DATA EXCERPTS:
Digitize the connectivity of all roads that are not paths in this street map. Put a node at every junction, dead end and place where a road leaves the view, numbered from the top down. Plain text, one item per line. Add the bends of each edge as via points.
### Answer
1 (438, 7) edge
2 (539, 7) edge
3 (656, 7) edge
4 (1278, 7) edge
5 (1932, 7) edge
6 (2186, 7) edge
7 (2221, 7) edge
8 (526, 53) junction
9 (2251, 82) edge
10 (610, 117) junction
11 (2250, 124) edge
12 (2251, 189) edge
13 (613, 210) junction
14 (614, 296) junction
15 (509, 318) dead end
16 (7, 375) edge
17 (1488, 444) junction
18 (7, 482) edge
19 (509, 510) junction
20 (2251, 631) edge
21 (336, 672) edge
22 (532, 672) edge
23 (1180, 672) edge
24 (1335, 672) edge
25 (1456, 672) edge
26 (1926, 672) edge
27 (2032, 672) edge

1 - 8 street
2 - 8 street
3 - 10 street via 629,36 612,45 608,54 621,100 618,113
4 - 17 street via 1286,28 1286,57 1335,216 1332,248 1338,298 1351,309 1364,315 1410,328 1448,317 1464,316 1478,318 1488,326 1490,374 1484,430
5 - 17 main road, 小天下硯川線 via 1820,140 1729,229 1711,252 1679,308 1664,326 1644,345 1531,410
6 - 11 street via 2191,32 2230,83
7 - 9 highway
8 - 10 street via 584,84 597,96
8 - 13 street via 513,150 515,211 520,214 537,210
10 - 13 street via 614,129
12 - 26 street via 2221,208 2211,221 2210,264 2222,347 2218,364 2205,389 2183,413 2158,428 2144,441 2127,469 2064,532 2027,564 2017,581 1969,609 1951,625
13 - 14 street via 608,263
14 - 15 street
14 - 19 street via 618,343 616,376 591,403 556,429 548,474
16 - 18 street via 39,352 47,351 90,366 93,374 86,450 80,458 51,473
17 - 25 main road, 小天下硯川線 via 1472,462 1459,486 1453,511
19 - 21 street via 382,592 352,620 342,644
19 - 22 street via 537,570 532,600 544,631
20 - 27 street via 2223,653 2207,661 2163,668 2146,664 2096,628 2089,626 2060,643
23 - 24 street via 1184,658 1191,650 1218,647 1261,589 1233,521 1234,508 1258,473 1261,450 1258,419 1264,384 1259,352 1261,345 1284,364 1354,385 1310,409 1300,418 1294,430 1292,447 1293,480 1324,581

TASK REQUIREMENTS:
Would you copy out all the entries above without changing a single character?

SOLUTION BELOW:
Digitize the connectivity of all roads that are not paths in this street map. Put a node at every junction, dead end and place where a road leaves the view, numbered from the top down. Plain text, one item per line. Add the bends of each edge as via points.
### Answer
1 (438, 7) edge
2 (539, 7) edge
3 (656, 7) edge
4 (1278, 7) edge
5 (1932, 7) edge
6 (2186, 7) edge
7 (2221, 7) edge
8 (526, 53) junction
9 (2251, 82) edge
10 (610, 117) junction
11 (2250, 124) edge
12 (2251, 189) edge
13 (613, 210) junction
14 (614, 296) junction
15 (509, 318) dead end
16 (7, 375) edge
17 (1488, 444) junction
18 (7, 482) edge
19 (509, 510) junction
20 (2251, 631) edge
21 (336, 672) edge
22 (532, 672) edge
23 (1180, 672) edge
24 (1335, 672) edge
25 (1456, 672) edge
26 (1926, 672) edge
27 (2032, 672) edge

1 - 8 street
2 - 8 street
3 - 10 street via 629,36 612,45 608,54 621,100 618,113
4 - 17 street via 1286,28 1286,57 1335,216 1332,248 1338,298 1351,309 1364,315 1410,328 1448,317 1464,316 1478,318 1488,326 1490,374 1484,430
5 - 17 main road, 小天下硯川線 via 1820,140 1729,229 1711,252 1679,308 1664,326 1644,345 1531,410
6 - 11 street via 2191,32 2230,83
7 - 9 highway
8 - 10 street via 584,84 597,96
8 - 13 street via 513,150 515,211 520,214 537,210
10 - 13 street via 614,129
12 - 26 street via 2221,208 2211,221 2210,264 2222,347 2218,364 2205,389 2183,413 2158,428 2144,441 2127,469 2064,532 2027,564 2017,581 1969,609 1951,625
13 - 14 street via 608,263
14 - 15 street
14 - 19 street via 618,343 616,376 591,403 556,429 548,474
16 - 18 street via 39,352 47,351 90,366 93,374 86,450 80,458 51,473
17 - 25 main road, 小天下硯川線 via 1472,462 1459,486 1453,511
19 - 21 street via 382,592 352,620 342,644
19 - 22 street via 537,570 532,600 544,631
20 - 27 street via 2223,653 2207,661 2163,668 2146,664 2096,628 2089,626 2060,643
23 - 24 street via 1184,658 1191,650 1218,647 1261,589 1233,521 1234,508 1258,473 1261,450 1258,419 1264,384 1259,352 1261,345 1284,364 1354,385 1310,409 1300,418 1294,430 1292,447 1293,480 1324,581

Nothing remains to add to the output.